As for the SLS itself, not everything on it is completely new. The rocket’s core stage uses four liquid hydrogen and liquid oxygen RS-25 engines from the space shuttle era, and two five-stage solid rocket boosters that are improved versions of NASA’s previous space shuttle boosters.
NASA is banking on a successful mission for Artemis 1, which has come under scrutiny for a price tag that ballooned to eye-watering levels. Having thus far cost more than $40 billion to develop, the program is projected to knock U.S. taxpayers back by $93 billion by the end of 2025, according to the office of NASA Inspector General Paul Martin, the space agency’s internal auditor.
“Given our estimate of a $4.1 billion per-launch cost of the SLS/Orion system for at least the first four Artemis missions, NASA must accelerate its efforts to identify ways to make its Artemis-related programs more affordable,” Martin said at a March 1 testimony before the House Subcommittee on Space and Aeronautics. “Otherwise, relying on such an expensive single-use, heavy-lift rocket system will, in our judgment, inhibit if not derail NASA’s ability to sustain its long-term human exploration goals of the moon and Mars.”
However, despite the expense, NASA insists that the program is worth it; saying that the Artemis project not only drives technological innovation but will be a crucial next step in the story of human exploration.

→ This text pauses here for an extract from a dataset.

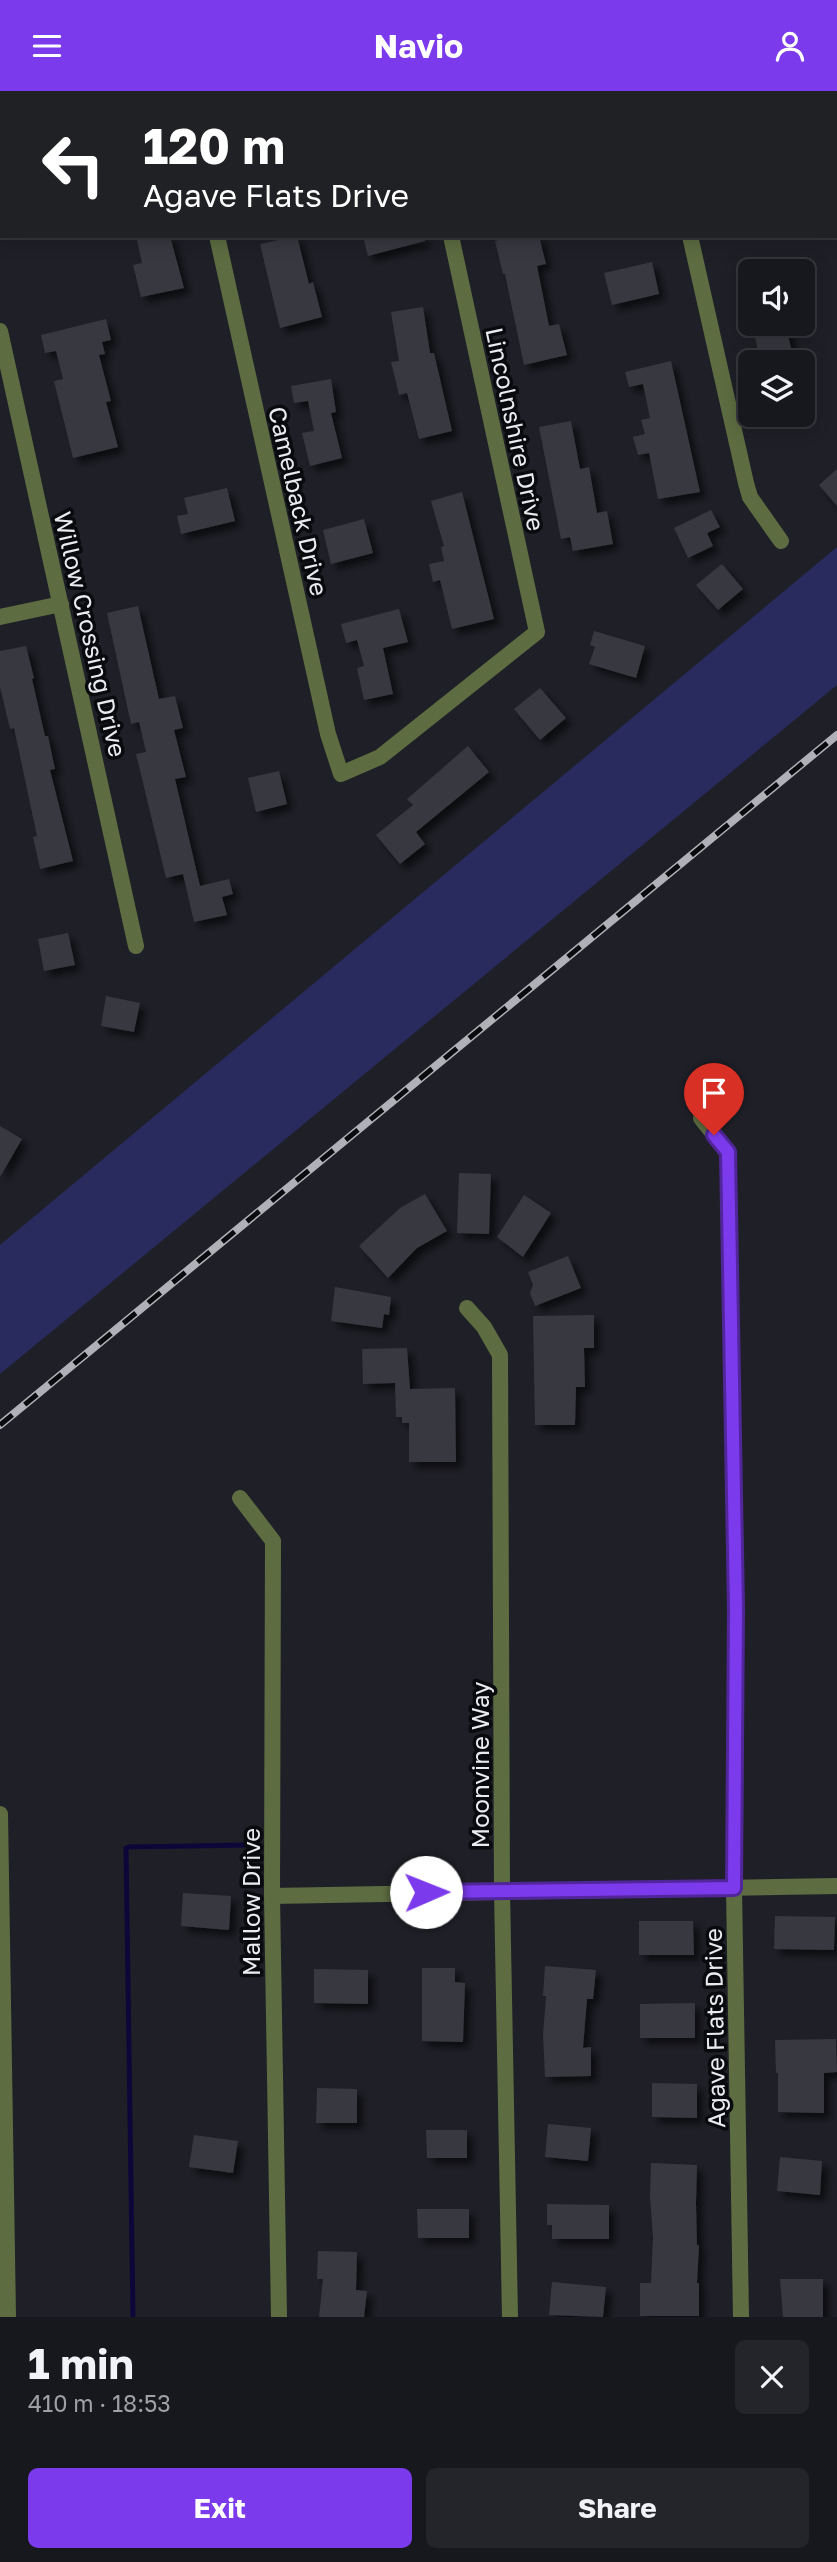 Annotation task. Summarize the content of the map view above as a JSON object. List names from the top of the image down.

“This time we’re going not just to touch down [on the moon] and leave after a few hours or a few days — we’re going back to learn, to live, to work, to explore, to determine if there water; therefore on the [moon’s] south pole that would mean we have rocket fuel, we have a gas station up there,” NASA administrator Bill Nelson told BBC Radio 4. “This time we’re going to learn how to live in that hostile environment for long periods, all with the purpose that we’re going to Mars.”